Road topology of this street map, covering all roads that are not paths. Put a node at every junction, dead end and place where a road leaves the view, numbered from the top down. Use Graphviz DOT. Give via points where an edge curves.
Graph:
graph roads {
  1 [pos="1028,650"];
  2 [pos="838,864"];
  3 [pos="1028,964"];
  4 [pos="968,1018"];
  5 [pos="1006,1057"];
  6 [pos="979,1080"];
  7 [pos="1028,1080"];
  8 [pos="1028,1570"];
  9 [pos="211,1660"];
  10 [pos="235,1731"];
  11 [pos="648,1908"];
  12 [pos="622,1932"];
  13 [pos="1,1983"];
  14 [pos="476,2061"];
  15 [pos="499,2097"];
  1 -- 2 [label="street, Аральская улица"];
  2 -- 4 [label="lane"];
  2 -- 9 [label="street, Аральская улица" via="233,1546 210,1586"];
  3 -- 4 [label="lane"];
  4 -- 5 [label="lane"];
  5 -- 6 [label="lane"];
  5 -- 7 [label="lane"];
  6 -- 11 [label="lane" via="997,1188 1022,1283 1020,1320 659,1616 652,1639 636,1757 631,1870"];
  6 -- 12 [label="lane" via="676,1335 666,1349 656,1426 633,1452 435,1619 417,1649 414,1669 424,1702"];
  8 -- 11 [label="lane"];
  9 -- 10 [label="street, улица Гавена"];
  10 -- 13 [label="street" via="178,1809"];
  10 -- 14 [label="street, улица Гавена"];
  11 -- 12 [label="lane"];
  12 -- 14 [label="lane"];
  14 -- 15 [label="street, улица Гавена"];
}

※

▸ TRY IT
Please repeat the data in full so that nothing differs from the original.

▸ PROBLEM SOLUTION
Road topology of this street map, covering all roads that are not paths. Put a node at every junction, dead end and place where a road leaves the view, numbered from the top down. Use Graphviz DOT. Give via points where an edge curves.
Graph:
graph roads {
  1 [pos="1028,650"];
  2 [pos="838,864"];
  3 [pos="1028,964"];
  4 [pos="968,1018"];
  5 [pos="1006,1057"];
  6 [pos="979,1080"];
  7 [pos="1028,1080"];
  8 [pos="1028,1570"];
  9 [pos="211,1660"];
  10 [pos="235,1731"];
  11 [pos="648,1908"];
  12 [pos="622,1932"];
  13 [pos="1,1983"];
  14 [pos="476,2061"];
  15 [pos="499,2097"];
  1 -- 2 [label="street, Аральская улица"];
  2 -- 4 [label="lane"];
  2 -- 9 [label="street, Аральская улица" via="233,1546 210,1586"];
  3 -- 4 [label="lane"];
  4 -- 5 [label="lane"];
  5 -- 6 [label="lane"];
  5 -- 7 [label="lane"];
  6 -- 11 [label="lane" via="997,1188 1022,1283 1020,1320 659,1616 652,1639 636,1757 631,1870"];
  6 -- 12 [label="lane" via="676,1335 666,1349 656,1426 633,1452 435,1619 417,1649 414,1669 424,1702"];
  8 -- 11 [label="lane"];
  9 -- 10 [label="street, улица Гавена"];
  10 -- 13 [label="street" via="178,1809"];
  10 -- 14 [label="street, улица Гавена"];
  11 -- 12 [label="lane"];
  12 -- 14 [label="lane"];
  14 -- 15 [label="street, улица Гавена"];
}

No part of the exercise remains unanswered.